Spinal cord injury disrupts the communication between the brain and the spinal circuits that orchestrate movement. To bypass the lesion, brain-computer interfaces have directly linked cortical activity to electrical stimulation of muscles, and have thus restored grasping abilities after hand paralysis. Theoretically, this strategy could also restore control over leg muscle activity for walking. However, replicating the complex sequence of individual muscle activation patterns underlying natural and adaptive locomotor movements poses formidable conceptual and technological challenges. Recently, it was shown in rats that epidural electrical stimulation of the lumbar spinal cord can reproduce the natural activation of synergistic muscle groups producing locomotion. Here we interface leg motor cortex activity with epidural electrical stimulation protocols to establish a brain-spine interface that alleviated gait deficits after a spinal cord injury in non-human primates.
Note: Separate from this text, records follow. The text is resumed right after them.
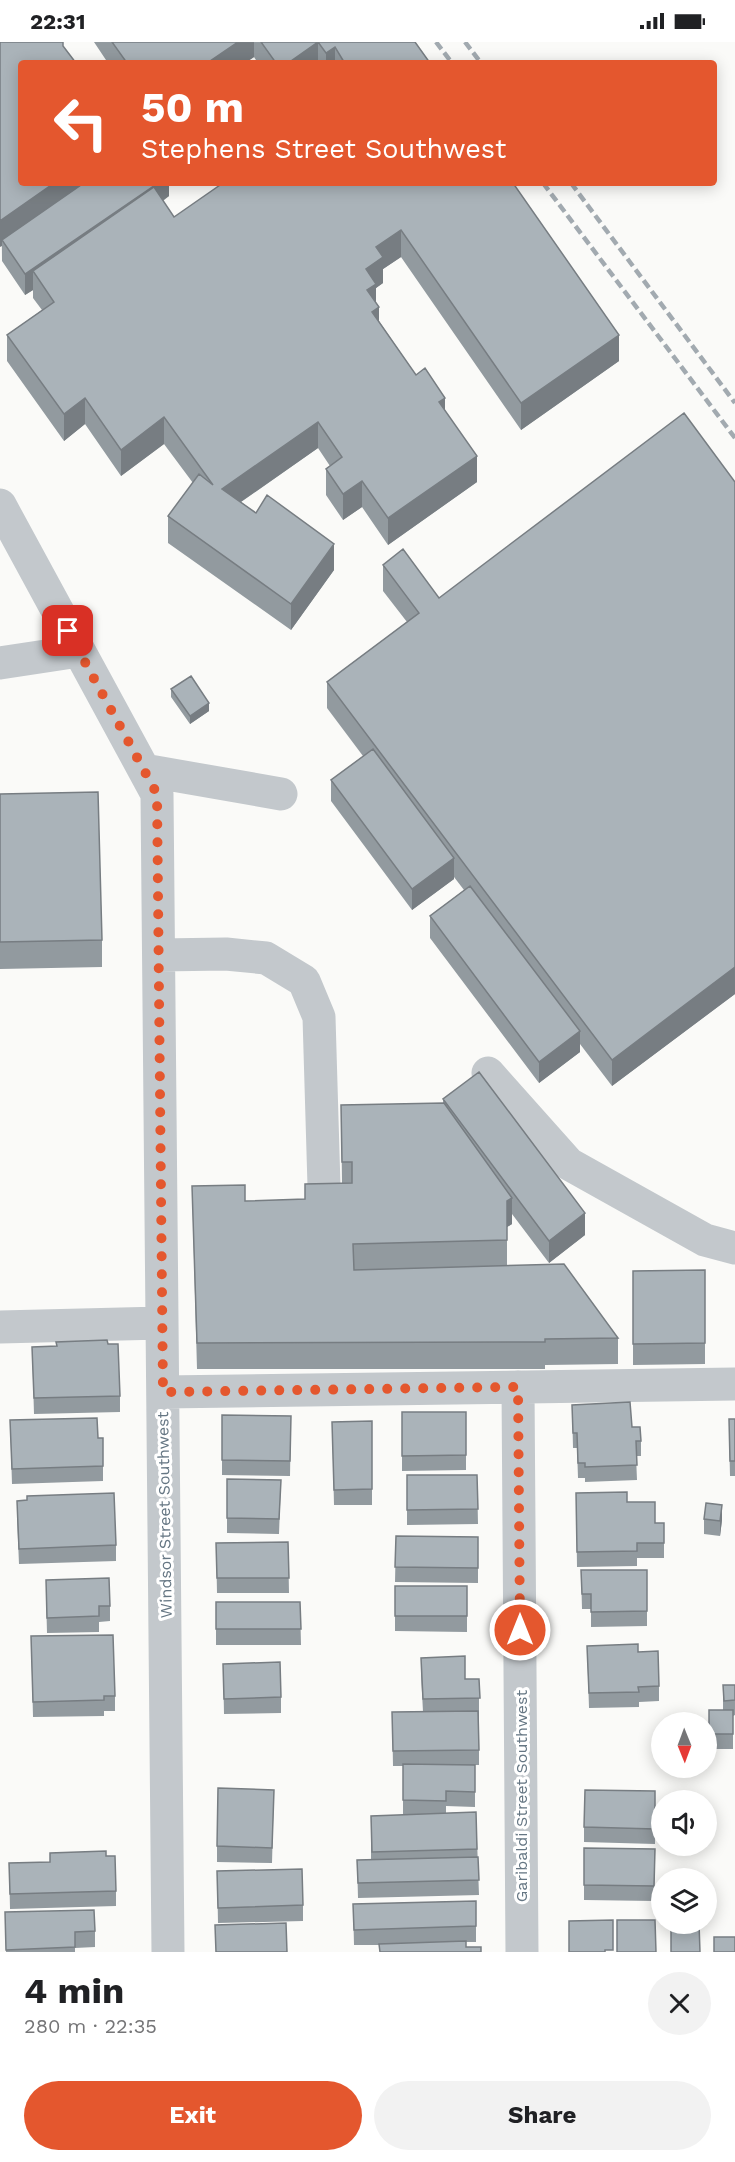 <!DOCTYPE html>
<meta charset="utf-8">
<style>
body{margin:0;font-family:"Work Sans",sans-serif;background:#f2f2f2;color:#202124;height:100vh;display:flex;flex-direction:column;font-size:22px;white-space:nowrap}
*{box-sizing:border-box;margin:0}
p{font-size:20px;color:#757577}
.icon{flex:none;width:33px;height:33px;fill:none;stroke:currentColor;stroke-width:2;stroke-linecap:round;stroke-linejoin:round}
.map{position:relative;height:1910px;overflow:hidden}
.sheet{display:flex;flex-direction:column;background:#fff;flex:1}
.sheet>*{flex:none}
.hud{position:absolute;left:18px;top:18px;width:699px;height:126px;border-radius:6px;box-shadow:0 3px 15px #0003;background:#e4572e;color:#fff;overflow:hidden}
.needle{width:39px;rotate:179deg}
.controls{position:absolute;left:651px;top:1670px;display:grid;gap:12px}
.controls a{display:grid;place-items:center;width:66px;height:66px;border-radius:50%;background:#fff;box-shadow:0 3px 15px #0003;font-size:30px}
.pin{position:absolute;display:grid;place-items:center;width:51px;height:51px;color:#fff;margin:-26px;border-radius:12px;box-shadow:0 3px 9px #0006}
.me{position:absolute;width:66px;margin:-33px;rotate:0deg;stroke-linejoin:round;filter:drop-shadow(0 0 4px #0008)}
.turn{display:flex;align-items:center;gap:21px;height:126px;padding:0 24px;font-size:27px}
.turn .icon{width:78px;height:78px;stroke-width:2.5}
.turn b{display:block;font-size:42px;line-height:51px}
.round{display:grid;place-items:center;flex:none;width:63px;height:63px;border-radius:32px;background:#f2f2f2}
.summary{display:flex;align-items:center;justify-content:space-between;height:102px;padding:0 24px}
h1{font-size:36px;font-weight:700;line-height:45px}
.button{display:flex;gap:12px;margin-top:auto;padding:12px 24px}
.button a{flex:1;height:69px;border-radius:36px;background:#e4572e;color:#fff;font-size:24px;font-weight:700;line-height:69px;text-align:center}
.button a+a{background:#f2f2f2;color:#202124}
.status{display:flex;justify-content:space-between;align-items:center;height:42px;padding:0 30px;background:#fff;direction:ltr}
.status svg{height:16px;fill:currentColor}
.map>svg:first-child{display:block}
.lines{fill:none;stroke-linecap:round;stroke-linejoin:round}
.minor{stroke:#c3c8cc;stroke-width:33}
.rail{stroke:#a2aab0;stroke-width:4.5;stroke-dasharray:9 4.5;stroke-linecap:butt}
.wall{fill:#929a9f}
.shaded-wall{fill:#777d82}
.building{fill:#aab3b9;stroke:#777d82;stroke-width:1.5}
.route{stroke:#e4572e;stroke-width:10;stroke-dasharray:0 18}
.labels{text-anchor:middle;stroke-width:6;stroke-linejoin:round;paint-order:stroke}
.street-label{font-size:16px;fill:#657683;stroke:#fff}
</style>
<div class="status"><b>22:31</b><svg viewBox="0 0 49 12"><path d="M0 12V9h3v3zM5 12V6h3v6zM10 12V3h3v9zM15 12V0h3v12zM26 1h20v11H26zM47 4h2v5h-2z"/></svg></div>
<div class="map">
<svg width="735" height="1910" viewBox="0 0 735 1910">
<rect width="100%" height="100%" fill="#fafaf8"/>
<g class="lines">
<path class="minor" d="M0,463L157,752L168,1910
M0,621L79,609
M144,728L281,752
M159,913L226,912L266,916L304,939L319,975L324,1144
M488,1031L569,1122L705,1198L735,1206
M0,1285L162,1281
M518,1345L522,1910
M163,1350L735,1342"/>
<path class="rail" d="M436,0L452,21
M465,0L481,21
M543,141L735,396
M571,141L735,361"/>
</g>
<path class="wall" d="M0,0L21,141H169V154L163,159L174,175L513,141L619,319L521,388L401,215L383,227V241L376,246V262L379,279L416,333L445,369L477,440L388,503L362,465L343,478L326,453V427L330,424L318,406L241,460L334,528L291,588L168,501V474L193,441L164,402L121,434L85,382L64,399L7,319V293L42,268L33,256V248L25,253L2,219Z
M94,0H415L430,21H258L254,15L245,21H108Z
M735,440V952L612,1044L580,1002V1010L539,1041L430,896V874L464,848L454,835V837L412,868L331,759V738L363,714L327,666V640L407,580L383,549V523L439,556Z
M171,647L209,669L190,682L171,655Z
M0,752L102,898V925L0,927Z
M443,1057L585,1193L549,1221L512,1172V1182L507,1185V1223L618,1296V1322L545,1323V1327H197L192,1144L245,1159L305,1157V1142L342,1141L341,1063L443,1061Z
M705,1228V1322L633,1323V1229Z
M56,1300L108,1302L120,1354V1370L34,1372L32,1305L56,1304Z
M572,1363L632,1385L641,1399V1414H636L637,1438L585,1440V1436H578L577,1406H573Z
M402,1370H466V1428L402,1429Z
M222,1373L291,1374L290,1434L222,1433Z
M735,1377V1434H730L729,1392Z
M10,1378L98,1396L103,1424V1439L12,1442Z
M372,1379V1463H334L332,1380Z
M407,1433H477L478,1482L407,1483Z
M281,1438L279,1492L227,1491V1476Z
M576,1451L627,1460L655,1481H664V1516H637V1524L577,1525Z
M17,1474L116,1503V1519L19,1522Z
M704,1477L722,1478L720,1494L704,1492Z
M396,1494L478,1495V1541L395,1540Z
M288,1500L289,1551H217L216,1501Z
M581,1528H647V1584L591,1585V1567H582Z
M395,1544H467V1590L395,1589Z
M46,1553L110,1564V1579L99,1580V1590L47,1591Z
M216,1560H300L301,1603H216Z
M31,1594L115,1654V1669H104V1674L33,1675Z
M587,1604L638,1610L659,1644V1659L639,1660V1665L589,1666Z
M223,1622L281,1655V1671L224,1672Z
M421,1631L465,1637H479V1723H466H475V1765L446,1764V1771L476,1770L479,1853L358,1856L357,1818H371V1774L403,1773V1724H393L392,1670H423Z
M723,1643H735V1673L733,1674V1707H709V1668H723Z
M274,1748L272,1821L217,1820V1804Z
M655,1749V1802L584,1800V1785Z
M655,1807L654,1859L584,1858V1843Z
M106,1814L116,1849V1864L10,1867L9,1821L50,1820Z
M217,1829L303,1863V1879L218,1881Z
M476,1859V1900H466V1905L379,1903H354L353,1862Z
M5,1870L95,1889V1905L75,1906V1910H6Z"/>
<path class="shaded-wall" d="M238,0H254V15L245,21H207Z
M318,0V21H288Z
M335,5V21H326V11Z
M54,141H92L2,198V204L0,205V179Z
M158,141H169V154L42,242L33,229V248L25,253V232Z
M401,188V215L383,227V241L376,246V266L379,265V291L367,252L366,227L376,205Z
M619,293V319L521,388V361Z
M85,356V382L64,399V372Z
M445,356V382L439,360Z
M164,375V402L121,434V408Z
M318,380V406L222,473V447Z
M477,414V440L388,503V476Z
M362,439V465L343,478V452Z
M334,502V528L291,588V562Z
M209,661V669L190,682V674Z
M454,816V837L412,868V847Z
M735,925V952L612,1044V1018Z
M580,989V1010L539,1041V1020Z
M512,1156V1182L507,1185V1224V1159Z
M585,1171V1193L549,1221V1199Z
M722,1463V1478L720,1494V1479Z"/>
<path class="building" d="M0,0H63V4L76,21H21V141H54L0,179Z
M112,0H238L207,21H127Z
M261,0H318L288,21H276Z
M318,0H415L430,21H343L344,20L335,5L326,11Z
M84,141H158L25,232L2,198Z
M223,141H513L619,293L521,361L401,188L376,205L383,215L366,227L376,242L367,248L379,265L372,270L416,333L425,326L445,356L439,360L477,414L388,476L362,439L343,452L326,427L342,415L318,380L222,447L256,471L267,453L334,502L291,562L168,474L199,432L213,443L164,375L121,408L85,356L64,372L7,293L54,260L33,229L154,145L174,175Z
M684,371L735,440V925L612,1018L327,640L419,571L383,523L403,507L439,556Z
M191,634L209,661L190,674L171,647Z
M373,707L454,816L412,847L331,738Z
M98,750L102,898L0,900V752Z
M470,844L580,989L539,1020L430,874Z
M479,1030L585,1171L549,1199L443,1057Z
M444,1061L512,1156L507,1159V1198L353,1202L354,1228L564,1222L618,1296L545,1297V1300L197,1301L192,1144L245,1143V1159L305,1157V1142L352,1141V1120H342L341,1063Z
M705,1228V1301L633,1302V1229Z
M107,1298L108,1302H118L120,1354L34,1356L32,1305L57,1304L56,1300Z
M630,1360L632,1385H640L641,1399H636L637,1423L585,1425V1421H578L577,1391H573L572,1363Z
M402,1370H466V1413L402,1414Z
M222,1373L291,1374L290,1419L222,1418Z
M97,1376L98,1396H103V1424L12,1427L10,1378Z
M729,1377H735V1419H730Z
M372,1379V1447L334,1448L332,1380Z
M407,1433H477L478,1467L407,1468Z
M227,1437L281,1438L279,1477L227,1476Z
M627,1450V1460H655V1481H664V1501H637V1509L577,1510L576,1451Z
M114,1451L116,1503L19,1507L17,1459L27,1458V1454Z
M706,1461L722,1463L720,1479L704,1477Z
M396,1494L478,1495V1526L395,1525Z
M288,1500L289,1536H217L216,1501Z
M581,1528H647V1569L591,1570V1552H582Z
M109,1536L110,1564H99V1574L47,1576L46,1538Z
M395,1544H467V1574H395Z
M216,1560H300L301,1587H216Z
M113,1593L115,1654H104V1658L33,1660L31,1594Z
M638,1602V1610L658,1609L659,1644L638,1645L639,1650L589,1651L587,1604Z
M465,1614V1637H479L480,1656L423,1657L421,1616Z
M280,1620L281,1655L224,1657L223,1622Z
M723,1643H735V1658L724,1659Z
M709,1668H733V1692H709Z
M478,1669L479,1708L393,1709L392,1670Z
M403,1722L475,1723V1750L446,1749V1759L403,1758Z
M218,1746L274,1748L272,1806L217,1804Z
M585,1748L655,1749V1787L584,1785Z
M476,1770L477,1807L372,1810L371,1774Z
M584,1806L655,1807L654,1844L584,1843Z
M106,1809V1814H115L116,1849L10,1852L9,1821L50,1820V1811Z
M478,1815L479,1838L358,1841L357,1818Z
M302,1827L303,1863L218,1866L217,1829Z
M476,1859V1884L354,1888L353,1862Z
M94,1868L95,1889L75,1890V1905L6,1908L5,1870Z
M613,1878V1908H605V1910H569V1879Z
M617,1878H655L656,1910H617Z
M286,1881L287,1910H216L215,1883Z
M671,1881H699L700,1910H671Z
M714,1895H735V1910H714Z
M466,1899V1905H481V1910H380L379,1902Z"/>
<g class="lines">
<path class="route" d="M68,589L157,752L163,1350L518,1345L520,1588"/>
</g>
<g class="labels">
<g class="street-label">
<text transform="translate(164 1473) rotate(-91)" y="6">Windsor Street Southwest</text>
<text transform="translate(521 1754) rotate(-90)" y="6">Garibaldi Street Southwest</text>
</g>
</g>
</svg>
<div class="controls">
<a><svg class="needle" viewBox="-14 -14 28 28"><path d="M0-13l5 13h-10z" fill="#e53935"/><path d="M0 13l5-13h-10z" fill="#757577"/></svg></a>
<a><svg class="icon" aria-label="sound" viewBox="0 0 24 24"><path d="M4 9h4l5-4v14l-5-4H4zM17 9q2 3 0 6"/></svg></a>
<a><svg class="icon" aria-label="layers" viewBox="0 0 24 24"><path d="M12 4l9 5-9 5-9-5zM3 14l9 5 9-5"/></svg></a>
</div>
<div class="pin" style="left:68px;top:589px;background:#d93025"><svg class="icon" aria-label="arrive" viewBox="0 0 24 24"><path d="M6 21V4h12l-3 4 3 4H6"/></svg></div>
<svg class="me" style="left:520px;top:1588px" viewBox="-20 -20 40 40"><circle r="17" fill="#e4572e" stroke="#fff" stroke-width="3"/><path d="M0-11L8 9 0 5-8 9z" fill="#fff"/></svg>
<div class="hud">
<div class="turn"><svg class="icon" aria-label="left" viewBox="0 0 24 24"><path d="M17 20v-9H6M10 6l-5 5 5 5"/></svg><div><b>50 m</b>Stephens Street Southwest</div></div>
</div>
</div>
<section class="sheet">
<div class="summary"><div><h1>4 min</h1><p>280 m · 22:35</p></div><a class="round"><svg class="icon" aria-label="close" viewBox="0 0 24 24"><path d="M6 6l12 12M18 6L6 18"/></svg></a></div>
<div class="button"><a>Exit</a><a>Share</a></div>
</section>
Rhesus monkeys (Macaca mulatta) were implanted with an intracortical microelectrode array in the leg area of the motor cortex and with a spinal cord stimulation system composed of a spatially selective epidural implant and a pulse generator with real-time triggering capabilities. We designed and implemented wireless control systems that linked online neural decoding of extension and flexion motor states with stimulation protocols promoting these movements. These systems allowed the monkeys to behave freely without any restrictions or constraining tethered electronics. After validation of the brain-spine interface in intact (uninjured) monkeys, we performed a unilateral corticospinal tract lesion at the thoracic level. As early as six days post-injury and without prior training of the monkeys, the brain-spine interface restored weight-bearing locomotion of the paralysed leg on a treadmill and overground. The implantable components integrated in the brain-spine interface have all been approved for investigational applications in similar human research, suggesting a practical translational pathway for proof-of-concept studies in people with spinal cord injury.